Minor league affiliations
- Class: Class A-Advanced
- League: Carolina League

Major league affiliations
- Team: Seattle Mariners

Team data
- Previous names: Alexandria Dukes (1978)
- Colors: Royal blue, gold, white
- Ballpark: Municipal Stadium at Four Mile Run

= Alexandria Mariners =

The Alexandria Mariners were a minor league baseball located in Alexandria, Virginia. The Mariners were members of the Carolina League for a single season in 1979. The team was an affiliate of the Seattle Mariners.

==History==
The Alexandria franchise joined the Carolina League in 1978. The team adopted the nickname Dukes and played the season as an independent club.

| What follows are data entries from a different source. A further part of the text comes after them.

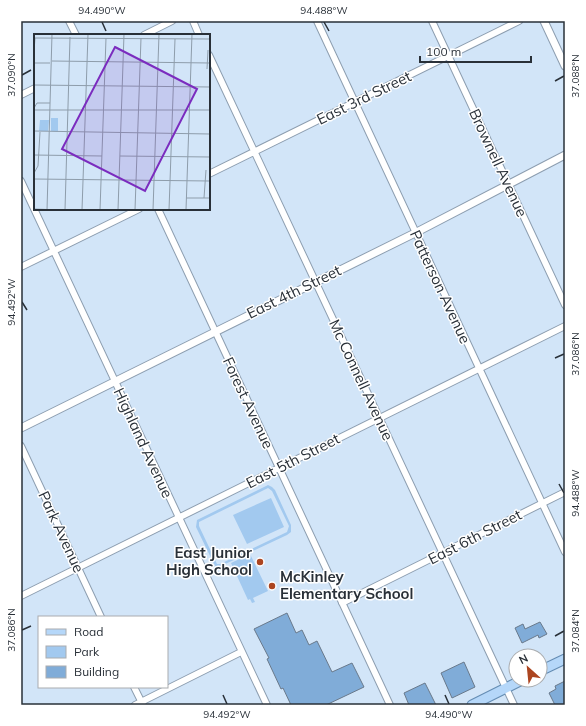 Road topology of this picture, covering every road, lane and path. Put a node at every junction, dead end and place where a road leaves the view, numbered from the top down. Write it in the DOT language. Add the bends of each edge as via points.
graph roads {
  1 [pos="69,21"];
  2 [pos="172,21"];
  3 [pos="193,21"];
  4 [pos="317,21"];
  5 [pos="432,21"];
  6 [pos="519,21"];
  7 [pos="544,21"];
  8 [pos="76,34"];
  9 [pos="146,34"];
  10 [pos="200,34"];
  11 [pos="448,56"];
  12 [pos="210,57"];
  13 [pos="565,66"];
  14 [pos="34,88"];
  15 [pos="21,95"];
  16 [pos="355,102"];
  17 [pos="255,152"];
  18 [pos="565,154"];
  19 [pos="210,174"];
  20 [pos="21,181"];
  21 [pos="508,184"];
  22 [pos="34,209"];
  23 [pos="35,210"];
  24 [pos="137,210"];
  25 [pos="158,210"];
  26 [pos="415,232"];
  27 [pos="54,251"];
  28 [pos="21,267"];
  29 [pos="315,282"];
  30 [pos="565,305"];
  31 [pos="565,326"];
  32 [pos="214,332"];
  33 [pos="479,369"];
  34 [pos="114,381"];
  35 [pos="379,418"];
  36 [pos="21,428"];
  37 [pos="21,446"];
  38 [pos="278,468"];
  39 [pos="565,492"];
  40 [pos="542,503"];
  41 [pos="178,518"];
  42 [pos="565,552"];
  43 [pos="443,553"];
  44 [pos="78,568"];
  45 [pos="21,596"];
  46 [pos="342,602"];
  47 [pos="102,616"];
  48 [pos="241,652"];
  49 [pos="565,658"];
  50 [pos="548,667"];
  51 [pos="134,688"];
  52 [pos="506,688"];
  53 [pos="142,703"];
  54 [pos="134,705"];
  55 [pos="267,705"];
  56 [pos="390,705"];
  57 [pos="472,705"];
  58 [pos="514,705"];
  1 -- 8 [label="street"];
  2 -- 9 [label="street"];
  3 -- 10 [label="street"];
  4 -- 16 [label="street, Patterson Avenue"];
  5 -- 11 [label="street, Brownell Avenue"];
  6 -- 11 [label="street, East 3rd Street"];
  7 -- 13 [label="street"];
  11 -- 16 [label="street, East 3rd Street"];
  11 -- 21 [label="street, Brownell Avenue"];
  12 -- 17 [label="street, Mc Connell Avenue"];
  14 -- 15 [label="street"];
  16 -- 17 [label="street, East 3rd Street"];
  16 -- 26 [label="street, Patterson Avenue"];
  17 -- 19 [label="street, East 3rd Street"];
  17 -- 29 [label="street, Mc Connell Avenue"];
  18 -- 21 [label="street, East 4th Street"];
  20 -- 22 [label="street, Highland Avenue"];
  21 -- 26 [label="street, East 4th Street"];
  21 -- 30 [label="street, Brownell Avenue"];
  23 -- 27 [label="street, Highland Avenue"];
  24 -- 27 [label="street"];
  25 -- 32 [label="street, Forest Avenue"];
  26 -- 29 [label="street, East 4th Street"];
  26 -- 33 [label="street, Patterson Avenue"];
  27 -- 28 [label="street"];
  27 -- 34 [label="street, Highland Avenue"];
  29 -- 32 [label="street, East 4th Street"];
  29 -- 35 [label="street, Mc Connell Avenue"];
  31 -- 33 [label="street, East 5th Street"];
  32 -- 34 [label="street, East 4th Street"];
  32 -- 38 [label="street, Forest Avenue"];
  33 -- 35 [label="street, East 5th Street"];
  33 -- 40 [label="street, Patterson Avenue"];
  34 -- 36 [label="street, East 4th Street"];
  34 -- 41 [label="street, Highland Avenue"];
  35 -- 38 [label="street, East 5th Street"];
  35 -- 43 [label="street, Mc Connell Avenue"];
  37 -- 44 [label="street, Park Avenue"];
  38 -- 41 [label="street, East 5th Street"];
  38 -- 46 [label="street, Forest Avenue"];
  39 -- 40 [label="street, East 6th Street"];
  40 -- 42 [label="street, Patterson Avenue"];
  40 -- 43 [label="street, East 6th Street"];
  41 -- 44 [label="street, East 5th Street"];
  41 -- 48 [label="street, Highland Avenue"];
  43 -- 46 [label="street, East 6th Street"];
  43 -- 52 [label="street, Mc Connell Avenue"];
  44 -- 45 [label="street, East 5th Street"];
  44 -- 47 [label="street, Park Avenue"];
  46 -- 56 [label="street, Forest Avenue"];
  48 -- 53 [label="street"];
  48 -- 55 [label="street, Highland Avenue"];
  49 -- 50 [label="main road"];
  51 -- 53 [label="street"];
  52 -- 57 [label="main road"];
  52 -- 58 [label="street, Mc Connell Avenue"];
  53 -- 54 [label="street"];
}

The franchise was owned by shareholders with initial shares sold for $1 with a one hundred share minimum. The Alexandria Dukes signed a player development contract with the Seattle Mariners. This was Seattle's first Carolina League affiliate.

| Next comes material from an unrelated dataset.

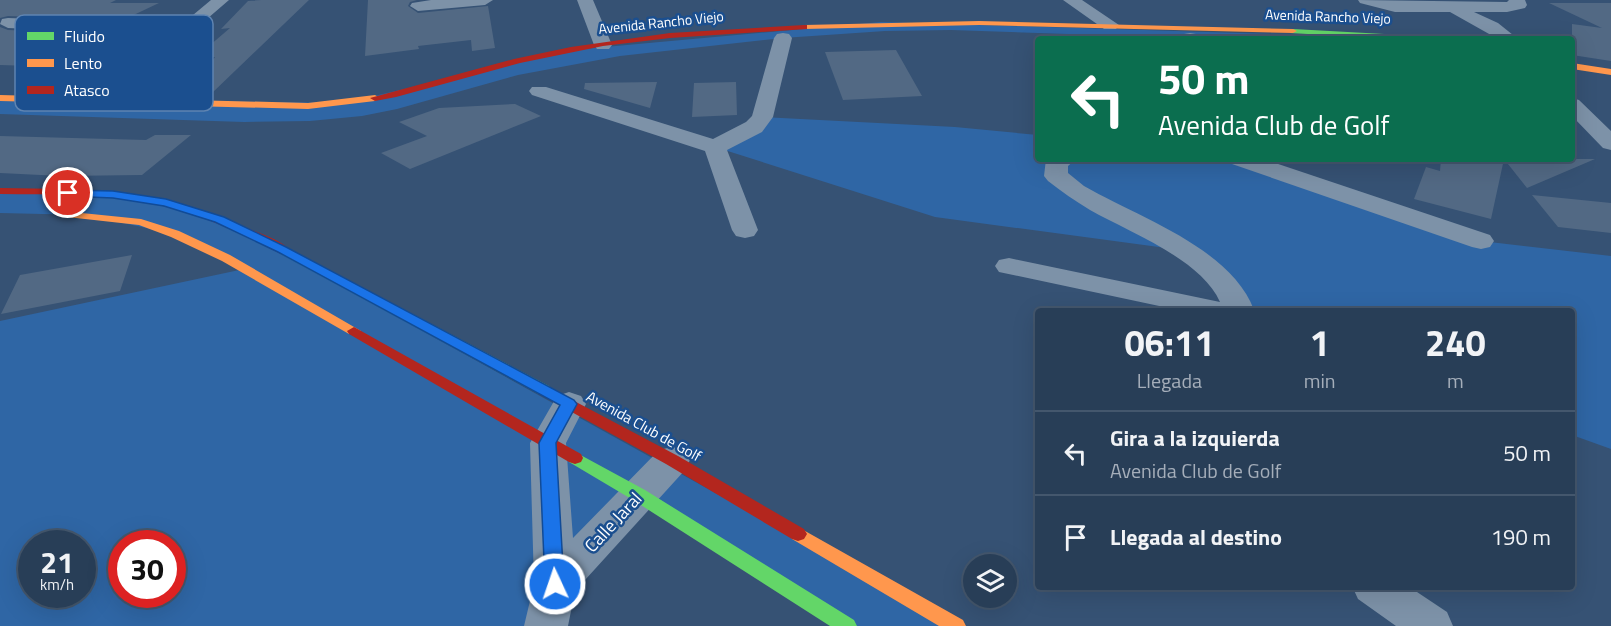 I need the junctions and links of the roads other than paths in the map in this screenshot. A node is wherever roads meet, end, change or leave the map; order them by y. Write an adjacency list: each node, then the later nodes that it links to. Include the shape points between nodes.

The Mariners, skippered by Bobby Floyd, had a roster that included a few future big leaguer M's. Washington native Karl Best and battery mate Dave Valle would both go on to play in Seattle. Bryan Clark led the rotation going 14–5 on the year. Perhaps the most interesting player with the club was Gary Pellant, who played the previous season in Alexandria. On April 30, Pellant hit home runs from both sides of the plate in a single game. Pellant finished the season with a .279 average and league leading 18 home runs The Mariners finished the season at 74–62 to earn second place in the league.

Following the season there was uncertainty as to whether Alexandria would field a team in 1980. There was speculation that the team may relocate or move to the AA Southern League. Lacking a definitive plan, Seattle terminated their affiliation. Alexandria returned as part of the Carolina League. The club reverted to its previous moniker, the Dukes, playing as a co-op team.

==Ballpark==
Municipal Stadium at Four Mile Run Park served as the Mariners home ballpark.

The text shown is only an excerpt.